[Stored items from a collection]

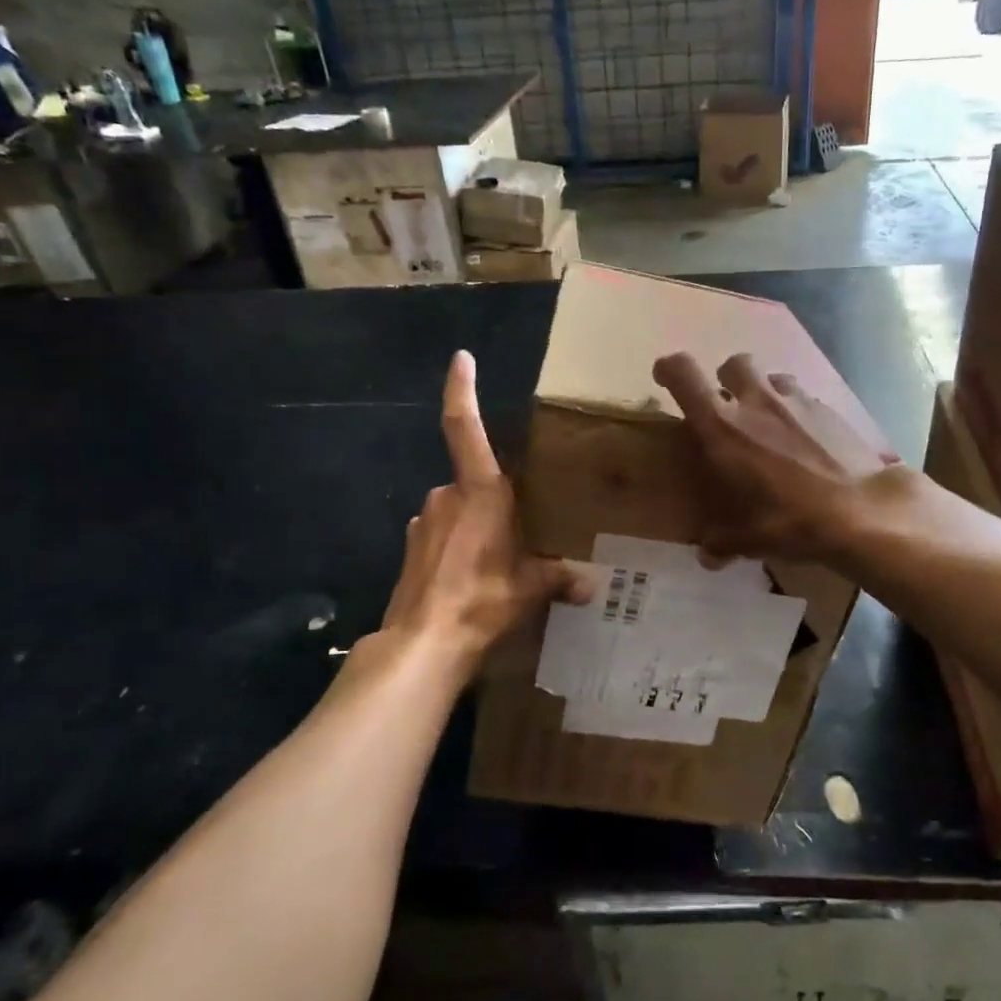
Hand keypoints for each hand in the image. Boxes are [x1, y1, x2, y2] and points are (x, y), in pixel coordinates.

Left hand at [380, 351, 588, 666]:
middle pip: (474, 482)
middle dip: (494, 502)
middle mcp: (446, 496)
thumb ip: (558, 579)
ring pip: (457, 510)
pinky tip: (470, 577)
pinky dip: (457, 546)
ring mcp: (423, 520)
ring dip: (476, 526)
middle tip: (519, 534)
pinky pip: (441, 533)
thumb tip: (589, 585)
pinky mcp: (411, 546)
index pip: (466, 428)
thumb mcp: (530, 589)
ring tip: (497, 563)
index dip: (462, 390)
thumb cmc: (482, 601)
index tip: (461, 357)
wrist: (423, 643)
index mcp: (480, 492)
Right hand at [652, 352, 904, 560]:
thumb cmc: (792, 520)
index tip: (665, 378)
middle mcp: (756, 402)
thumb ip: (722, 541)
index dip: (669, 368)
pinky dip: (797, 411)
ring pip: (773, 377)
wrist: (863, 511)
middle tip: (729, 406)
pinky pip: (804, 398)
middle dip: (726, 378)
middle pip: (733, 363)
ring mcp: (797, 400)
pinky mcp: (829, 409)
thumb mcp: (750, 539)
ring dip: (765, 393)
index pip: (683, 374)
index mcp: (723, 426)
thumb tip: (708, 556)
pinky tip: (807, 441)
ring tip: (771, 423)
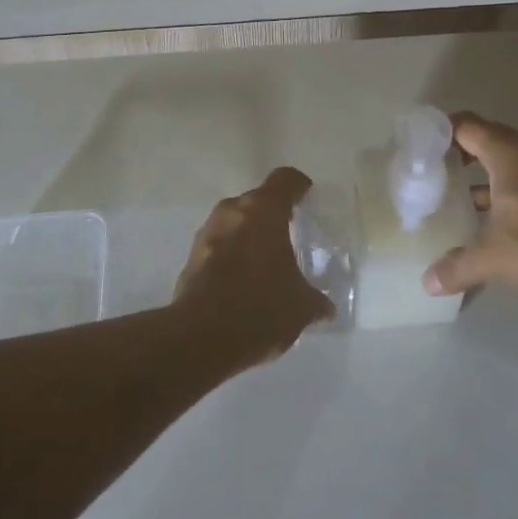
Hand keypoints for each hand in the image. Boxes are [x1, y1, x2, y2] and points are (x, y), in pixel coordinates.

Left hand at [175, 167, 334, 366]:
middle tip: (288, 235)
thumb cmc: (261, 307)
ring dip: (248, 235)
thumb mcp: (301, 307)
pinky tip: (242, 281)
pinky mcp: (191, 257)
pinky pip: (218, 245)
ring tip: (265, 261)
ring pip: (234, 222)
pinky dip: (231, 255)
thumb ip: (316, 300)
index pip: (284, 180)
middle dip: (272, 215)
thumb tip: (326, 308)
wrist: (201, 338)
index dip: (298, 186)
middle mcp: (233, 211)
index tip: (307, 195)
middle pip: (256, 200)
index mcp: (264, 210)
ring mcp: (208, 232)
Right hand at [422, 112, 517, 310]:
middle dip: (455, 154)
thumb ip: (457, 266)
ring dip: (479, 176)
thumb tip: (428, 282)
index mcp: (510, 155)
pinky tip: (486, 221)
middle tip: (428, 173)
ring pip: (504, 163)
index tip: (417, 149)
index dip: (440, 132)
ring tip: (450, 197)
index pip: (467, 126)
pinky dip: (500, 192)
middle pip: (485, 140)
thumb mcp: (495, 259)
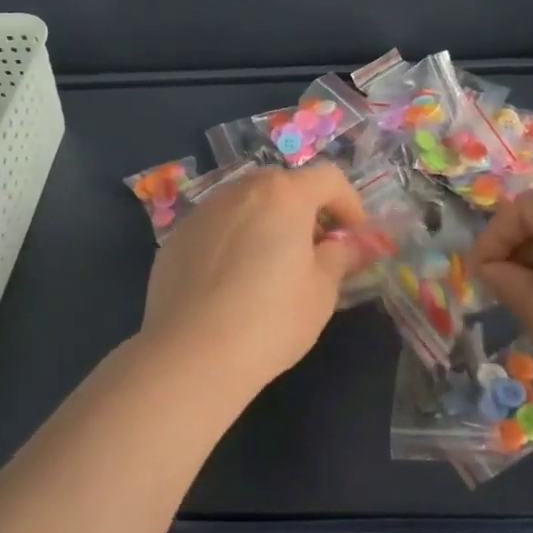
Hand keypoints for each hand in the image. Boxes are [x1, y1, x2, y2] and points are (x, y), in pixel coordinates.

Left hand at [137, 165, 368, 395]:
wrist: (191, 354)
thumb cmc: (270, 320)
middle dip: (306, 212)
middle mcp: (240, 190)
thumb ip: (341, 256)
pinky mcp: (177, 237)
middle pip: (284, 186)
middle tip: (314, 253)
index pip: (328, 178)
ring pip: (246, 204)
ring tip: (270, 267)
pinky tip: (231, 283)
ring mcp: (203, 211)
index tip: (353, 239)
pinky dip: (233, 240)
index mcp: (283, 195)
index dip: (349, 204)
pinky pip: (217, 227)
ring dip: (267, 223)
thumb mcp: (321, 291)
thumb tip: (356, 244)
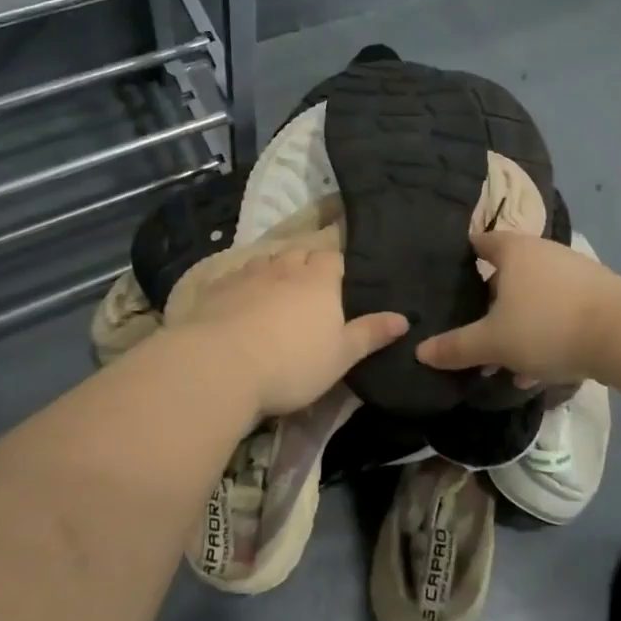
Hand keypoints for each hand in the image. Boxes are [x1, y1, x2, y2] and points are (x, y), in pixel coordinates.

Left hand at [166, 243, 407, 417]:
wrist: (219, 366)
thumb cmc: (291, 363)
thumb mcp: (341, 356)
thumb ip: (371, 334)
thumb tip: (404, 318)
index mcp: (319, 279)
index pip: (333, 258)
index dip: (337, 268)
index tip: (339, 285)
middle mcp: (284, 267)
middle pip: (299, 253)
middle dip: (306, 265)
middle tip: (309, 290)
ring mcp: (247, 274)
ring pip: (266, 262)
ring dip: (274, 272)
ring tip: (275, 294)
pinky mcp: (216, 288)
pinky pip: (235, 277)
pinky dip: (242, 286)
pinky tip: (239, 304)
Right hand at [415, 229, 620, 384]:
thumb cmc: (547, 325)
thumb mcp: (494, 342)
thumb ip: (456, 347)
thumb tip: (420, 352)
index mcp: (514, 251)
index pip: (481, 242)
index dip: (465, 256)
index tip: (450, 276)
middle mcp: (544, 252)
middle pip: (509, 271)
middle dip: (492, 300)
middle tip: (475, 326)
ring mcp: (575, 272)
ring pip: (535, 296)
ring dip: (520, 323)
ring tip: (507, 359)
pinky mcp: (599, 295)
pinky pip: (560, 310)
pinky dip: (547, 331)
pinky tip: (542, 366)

What this task involves: Since the copy must contain no pictures, return only the text of the records, exactly as it stands.

Finished task:
Hand keypoints for each hand in the image. Boxes are [x1, y1, x2, y2] and points are (x, y), in pixel coordinates.

Left hand at [380, 351, 588, 666]:
middle pip: (474, 482)
middle dip: (494, 502)
middle mcp: (446, 496)
thumb ip: (558, 579)
ring pip: (457, 510)
pinky tip: (470, 577)
pinky dip: (457, 546)
ring mcp: (423, 520)
ring dip: (476, 526)
middle tip: (519, 534)
pinky pip: (441, 533)
thumb tip: (589, 585)
pinky mcp: (411, 546)
index pip: (466, 428)
thumb mcp: (530, 589)
ring tip: (497, 563)
index dip: (462, 390)
thumb cmc: (482, 601)
index tip: (461, 357)
wrist: (423, 643)
index mcp: (480, 492)
Right hand at [652, 352, 904, 560]:
thumb cmc: (792, 520)
index tip: (665, 378)
middle mcp: (756, 402)
thumb ip: (722, 541)
index dip: (669, 368)
pinky dip: (797, 411)
ring pip: (773, 377)
wrist: (863, 511)
middle tip: (729, 406)
pinky pip: (804, 398)
middle dip: (726, 378)
middle pip: (733, 363)
ring mcp: (797, 400)
pinky mcp: (829, 409)
thumb mcp: (750, 539)
ring dip: (765, 393)
index pip: (683, 374)
index mcp: (723, 426)
thumb tip: (708, 556)
pinky tip: (807, 441)
ring tip: (771, 423)
Hand keypoints for each hand in the image. Boxes are [x1, y1, x2, y2] and points are (x, y), in pixel coordinates.

Left hand at [175, 167, 334, 366]:
middle tip: (288, 235)
thumb cmc: (261, 307)
ring dip: (248, 235)
thumb mcp: (301, 307)
pinky tip: (242, 281)
pinky mcp: (191, 257)
pinky pip: (218, 245)
ring tip: (265, 261)
ring pip: (234, 222)
pinky dip: (231, 255)
thumb ip: (316, 300)
index pip: (284, 180)
middle dip: (272, 215)
thumb tip: (326, 308)
wrist: (201, 338)
index dip: (298, 186)
middle mcp: (233, 211)
index tip: (307, 195)
middle pip: (256, 200)
index mcp: (264, 210)
ring mcp: (208, 232)
Right hand at [422, 112, 517, 310]:
middle dip: (455, 154)
thumb ip: (457, 266)
ring dip: (479, 176)
thumb tip: (428, 282)
index mcp: (510, 155)
pinky tip: (486, 221)
middle tip: (428, 173)
ring pip: (504, 163)
index tip: (417, 149)
index dip: (440, 132)
ring tip: (450, 197)
index pip: (467, 126)
pinky dip: (500, 192)
middle pip: (485, 140)
thumb mcp: (495, 259)
Hand keypoints for each hand in the image. Boxes are [x1, y1, x2, y2] and points are (x, y), in pixel coordinates.

Left hand at [137, 165, 368, 395]:
wrist: (191, 354)
thumb cmc: (270, 320)
middle dip: (306, 212)
middle mcp: (240, 190)
thumb ip: (341, 256)
pinky mcp: (177, 237)
middle pip: (284, 186)
middle tip: (314, 253)
index pip: (328, 178)
ring pip: (246, 204)
ring tip: (270, 267)
pinky tip: (231, 283)
ring mcp: (203, 211)
index tip: (353, 239)
pinky dip: (233, 240)
index mcp: (283, 195)
index dip: (349, 204)
pinky pip: (217, 227)
ring dip: (267, 223)
thumb mcp: (321, 291)
thumb tip: (356, 244)
Hand keypoints for each hand in the image. Boxes are [x1, y1, x2, y2] and points are (x, y), in pixel coordinates.

Left hand at [166, 243, 407, 417]:
wrist: (219, 366)
thumb cmc: (291, 363)
thumb mcp: (341, 356)
thumb ip: (371, 334)
thumb tip: (404, 318)
index mcp: (319, 279)
index pip: (333, 258)
index dip: (337, 268)
index tip: (339, 285)
middle mcp: (284, 267)
middle pip: (299, 253)
middle dip: (306, 265)
middle tip: (309, 290)
ring mcp: (247, 274)
ring pip: (266, 262)
ring dip: (274, 272)
ring tip: (275, 294)
pinky mcp: (216, 288)
pinky pip: (235, 277)
pinky dip: (242, 286)
pinky tip: (239, 304)
Right hand at [415, 229, 620, 384]:
thumb cmc: (547, 325)
thumb mcp: (494, 342)
thumb ip: (456, 347)
thumb tip: (420, 352)
index mcp: (514, 251)
index pip: (481, 242)
index dip: (465, 256)
index tip: (450, 276)
middle mcp: (544, 252)
middle pip: (509, 271)
middle dip: (492, 300)
middle tip: (475, 326)
ring mcp: (575, 272)
ring pip: (535, 296)
ring dip: (520, 323)
ring tip: (507, 359)
pinky mcp: (599, 295)
pinky pip: (560, 310)
pinky dip: (547, 331)
pinky tip: (542, 366)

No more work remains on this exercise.